20 Habits of Healthy People

20 habits of healthy people

He that is good for making excuses is seldom good for anything else.
— Benjamin Franklin

Who are the Healthy People?

Health fanatics! You can spot them almost anywhere because some of their 20 habits of healthy people are not the norm for most Americans who are overweight and undernourished. Some habits of these health enthusiasts might be:

  • Rarely touching dessert or fried chicken, or
  • Going to the gym every day, or
  • Eating their favorite lunch – a whole grain bread sandwich with sprouts and a wheatgrass juice chaser, or
  • Not engaging in unhealthy behaviors like smoking or excessive drinking.

And what you may not see is that they also:

  • Never miss a checkup or an appointment with the healthcare producers,
  • Stay up to date with all the latest medical news, and
  • Take great care to follow their doctor’s orders.

But are they really fanatics? No! They are people who live by a health code that includes regular exercise and a healthy diet. Their lifestyle includes good relationships, meditation, and time for self, among other health-promoting activities. And they do most of the 20 habits of healthy people you will see in this article. You might do well to copy them.

”But I’m too busy,” you might be thinking. But guess what? So are they. Yet, they still make time in their lives for the 20 habits of healthy people. And, well … they have more health, vitality, happiness, and success.

What sets health devotees apart?

Taking care of themselves is their highest priority. Health devotees take their health seriously; it’s ingrained in them, and it’s a huge part of who they are. Healthy people live by the code of self-care. Further, they are rarely tempted by the indulgences some of us take part in every day.

Good health really does come down to self-care
that is at the core of all health conscious people,
it is what drives and motivates their behavior.
They care about their health and their wellbeing.
Living a healthy life is the core of their inner being.

Many have had this attitude their whole lives. For some, it all began in childhood with parents who role modeled positive health habits. But, in reality, anyone can adopt this attitude, even if it is not something you learned while growing up. So why not make an effort to adopt at least some of these 20 habits of healthy people?

Good self-care can be learned and adopted at any age. There’s no magic formula to living your healthiest life, but these 20 habits that healthy people have in common are a great place to start. It can change your life.

20 Habits of Healthy People

Habit #1: Look on the bright side

Be optimistic! Don’t waste time and energy complaining. If you think you need to make a change in your life, then do it! A positive mental attitude goes a long way toward promoting other healthy behaviors in your life. It especially reduces stress in your life.

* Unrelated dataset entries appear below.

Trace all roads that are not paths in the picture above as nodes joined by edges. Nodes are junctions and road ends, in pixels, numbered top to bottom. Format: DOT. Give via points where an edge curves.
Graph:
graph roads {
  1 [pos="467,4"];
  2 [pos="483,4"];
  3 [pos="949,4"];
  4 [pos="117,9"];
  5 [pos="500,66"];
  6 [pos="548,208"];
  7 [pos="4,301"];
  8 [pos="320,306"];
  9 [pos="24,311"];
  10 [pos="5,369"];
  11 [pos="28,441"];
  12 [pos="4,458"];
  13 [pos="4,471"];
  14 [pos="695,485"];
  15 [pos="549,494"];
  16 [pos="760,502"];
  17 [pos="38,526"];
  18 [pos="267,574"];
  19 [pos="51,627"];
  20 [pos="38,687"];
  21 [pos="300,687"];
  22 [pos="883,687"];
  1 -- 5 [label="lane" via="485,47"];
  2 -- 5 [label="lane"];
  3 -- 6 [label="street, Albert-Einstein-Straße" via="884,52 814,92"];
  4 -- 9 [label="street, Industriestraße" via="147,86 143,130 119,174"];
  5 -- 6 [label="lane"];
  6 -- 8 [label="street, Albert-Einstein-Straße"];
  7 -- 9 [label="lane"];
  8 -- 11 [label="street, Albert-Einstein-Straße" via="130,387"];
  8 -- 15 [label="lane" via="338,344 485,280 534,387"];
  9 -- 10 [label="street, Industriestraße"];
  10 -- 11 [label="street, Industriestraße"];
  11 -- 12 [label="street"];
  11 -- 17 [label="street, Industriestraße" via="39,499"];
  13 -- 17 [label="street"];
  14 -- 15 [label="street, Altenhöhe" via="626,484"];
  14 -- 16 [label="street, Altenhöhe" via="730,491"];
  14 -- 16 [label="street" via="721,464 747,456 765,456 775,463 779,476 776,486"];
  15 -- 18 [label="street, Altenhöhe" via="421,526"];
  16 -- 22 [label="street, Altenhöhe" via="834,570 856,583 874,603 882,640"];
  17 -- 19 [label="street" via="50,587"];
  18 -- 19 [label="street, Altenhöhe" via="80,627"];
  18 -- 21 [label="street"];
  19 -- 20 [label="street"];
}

Habit #2: Exercise – It’s not an option

“Exercising just 30 minutes a day is the single greatest thing you can do for overall health,” says Alex Caspero M.A., R.D.

Healthy people exercise regularly – and believe it or not, they love it.

You’ve probably heard about the “runner’s high.” Running, cycling, swimming, and other strenuous, marathon-related exercises do produce a short-term sense of euphoria. But do you have to work that hard to get a high. No, you don’t, says Cedric Bryant, Ph.D. “The key is being active for 30 minutes or more at a moderate intensity level to see some of these beneficial psychological outcomes.”* More importantly, regular exercise offers long-term benefits, on both the mind and the body. You don’t have to push your limits to reap a reward.

So don’t wonder whether or not you should go to the gym. Just go! Once there, workout with gusto. Some people love it, and some do it simply because it is necessary for good health, a great body, disease prevention, and overall well-being.

Train outside the gym, too!

Habit #3: Keep moving

Dick Van Dyke wrote a book by that title: Keep Moving: And Other Tips and Truths About Aging. At age 90, he still dances like a 20-year-old. Wouldn’t it be wonderful if we could all do that? Well, most of us can with a little effort.

Start your day moving with gentle stretching. If you have a dog or a cat, have you ever noticed the way it starts its day? My dog, Kiba, stretches each leg, splays his toes on each paw, and arches his back. He rolls around on my bed and continues to flex his muscles. Kiba always starts his day this way. Animals know instinctively that stretching is healthy.


  • Warms up the body and alleviates joint discomfort.
  • Increases blood flow to all parts of the body – including the brain, which increases concentration and sharpens senses.
  • Helps support your energy throughout the entire day.
  • Prevents lethargy and feelings of tiredness.

Keep moving, whatever you’re doing around the home. Whether around the house, in the yard, or just taking a stroll, any activity can become health-giving. Just move efficiently, but don’t rush. Be conscious of your breathing and the way you’re moving. You will become stronger, which will help prevent injuries and falls.

Move throughout the day. Take the stairs instead of the elevator. Walk outside. Use a pedometer to track your daily steps. When I first started using my Fitbit, I found I was walking less than 1,000 steps a day. Pitiful! Now, I’m up to 4,000 steps daily and hope to be at 5,000 soon. Being aware of what you are doing can make all the difference. It can encourage you to move more, as it did for me. And you’ll feel so much better. I know I do.

Habit #4: Just say “No”

Many people say “yes” to all requests. They just don’t know how to say “no.” Saying “no” is an important part of respecting yourself. Healthy people are attuned to their own needs, and you should be, too. You never, never need to justify a “no” answer. There’s nothing wrong with taking some time for YOU!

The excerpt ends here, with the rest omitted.